As a lover of many things Spanish/LatinAmerican and all things Zombie, perhaps I was somewhat determined to enjoy this. Even so, sometimes that hyped excitement is the surest way to guarantee disappointment. After all, when you're looking forward to a film that much it's going to be hard for it to meet expectations (this is also a worry of mine about Iron Sky, the much-hyped Nazis-on-the-moon adventure...). Thankfully, JotD offered no such disappointment. It was great fun from start to finish.
Juan is a tongue-in-cheek zombie killing rampage with plenty of laughs, some fun gore and not a lot in the way of horror. It's decidedly more in the Dead Snow and Shaun of the Dead lines than Dawn of the Dead or other more (ahem) 'serious' zombie films - this was probably a sensible choice: straight-faced zombie horror can be pretty hard to pull off, especially with a comparatively inexperienced cast (French suburban zombie masterpiece La Horde shows how well it can be done though!). Anyway, Juan sensibly balances laughs and splatter, with the obligatory bit of soul-searching and character improvement.
The basic premise is left beautifully stark. Havana is overrun with zombies. Juan and friends are trying to survive. That's about all there is to it. Like many of the classics they don't waste much time on life-before-zombies and they certainly don't bother explaining where the zombies come from - although the TV reporter blames American imperialists, a neat joke on both Cuban news/propaganda and the (modern) zombie's links to American consumerism. For the most part it just throws us into the middle of the fray as the Juan, his estranged daughter, his best friend and a couple of others start bashing, slashing, smashing and splattering zombies.

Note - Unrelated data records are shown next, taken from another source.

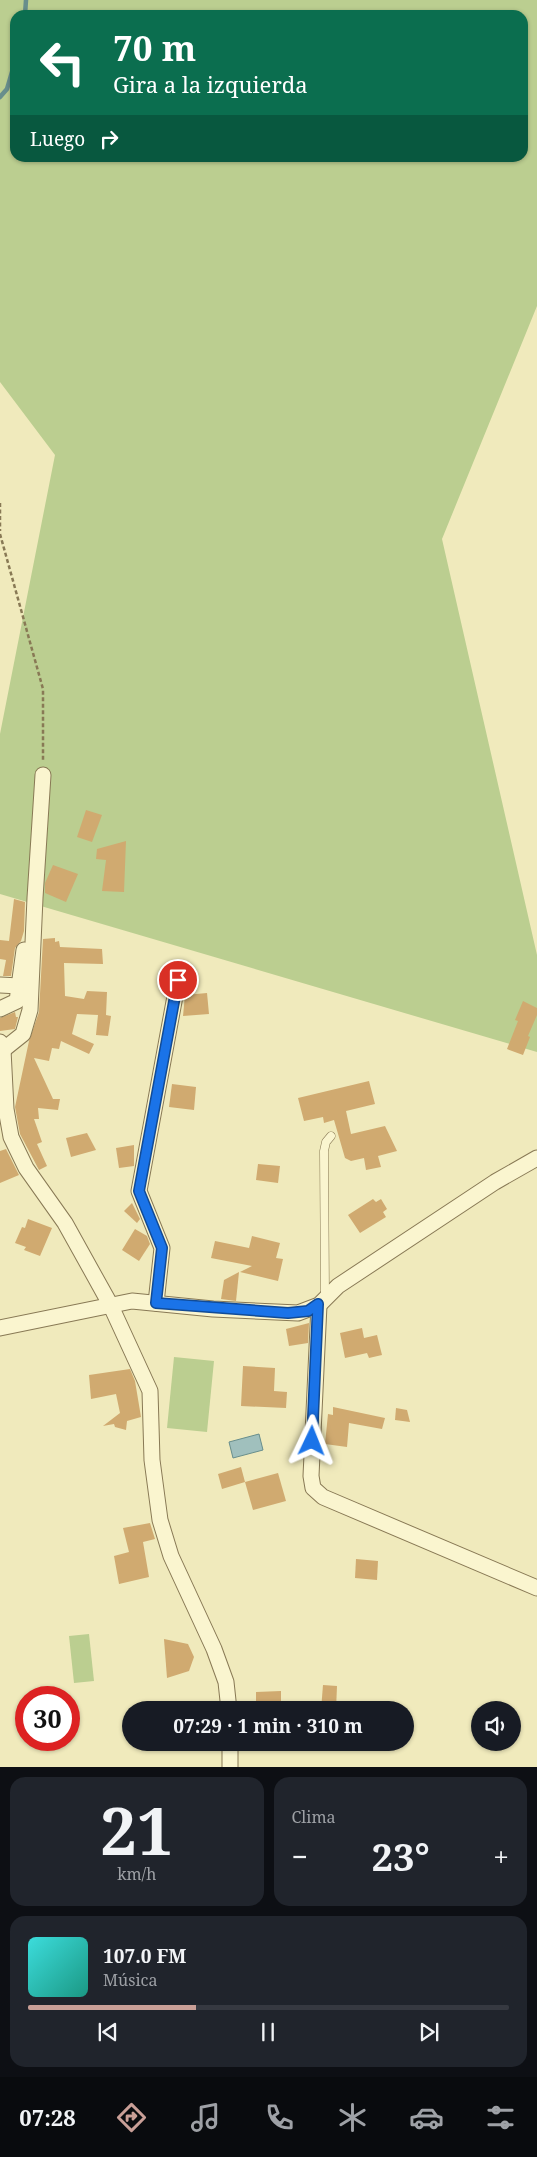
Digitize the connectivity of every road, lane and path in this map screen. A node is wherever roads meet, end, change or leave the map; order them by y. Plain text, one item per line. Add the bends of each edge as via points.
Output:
1 (0, 503) edge
2 (0, 532) edge
3 (43, 775) joint
4 (34, 898) junction
5 (178, 980) dead end
6 (0, 985) edge
7 (19, 986) junction
8 (0, 1010) edge
9 (1, 1046) edge
10 (331, 1136) dead end
11 (537, 1158) edge
12 (322, 1301) junction
13 (156, 1303) junction
14 (110, 1304) junction
15 (0, 1328) edge
16 (537, 1588) edge
17 (228, 1701) edge
18 (230, 1751) edge
19 (230, 1767) edge

1 - 2 path
2 - 3 path via 43,689
3 - 4 street
4 - 7 street via 29,912
4 - 9 street via 30,1010 23,1034
5 - 13 street via 139,1191 162,1248
6 - 7 street
7 - 8 street via 17,1001
9 - 14 street via 11,1137 26,1168 65,1223
10 - 12 lane via 324,1151
11 - 12 street via 338,1286
12 - 13 street via 308,1311 288,1313
12 - 16 street via 311,1476 313,1488 324,1497
13 - 14 street via 132,1301
14 - 15 street
14 - 17 street via 150,1390 152,1460 160,1520 171,1556 214,1650 226,1682
18 - 19 street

It's not perfect. But who really expects perfection from a zombie flick? The plot is essentially pretty episodic: Juan and friends go to one place, kill zombies. Another place, kill zombies. Go home. Go out. Kill Zombies. Etc. etc. Luckily it's all carried out with such obvious enthusiasm that it never really gets boring. It's slightly spoiled by some astonishingly crappy CGI though. Before computer graphics, designers had to find a convincing way to show something or just not show it. If only this were still true. Shots like a helicopter smashing into Cuban government buildings were obviously prohibitively expensive to shoot properly so would have been better left out entirely. Instead the computer generated helicopter just looks cheap.
The gore's good though! Some nice splatters, severed limbs and oozing wounds show just what fun you can have with real physical special effects. And, even if it is episodic, some of the episodes are so damn good that you can forgive them entirely: one scene sees the heroes naked, unarmed and handcuffed to a zombie in the back of a van... There are lots of wry jokes at the Cuban regime and it's claims - the zombies are referred to as dissidents throughout - and one of the characters carries both a Cuban and a US flag to wave depending on who wins. It's also suitably cavalier with its characters: several central characters meet gruesome ends and, at the beginning at least, the gang seem to accidentally kill as many humans as they do zombies (accidentally shooting an old lady with a harpoon...).
Overall, it's the enthusiasm that holds this film together. It's made by people clearly enjoying the chance to make the first Cuban zombie film and their enthusiasm is infectious. Juan is somewhat uneven but so are most zombie films. It's generally a lot of fun.
(The Bradford Film Festival is screening it again on Sunday 22nd and the film will get a DVD release on 4th June. Hurrah!)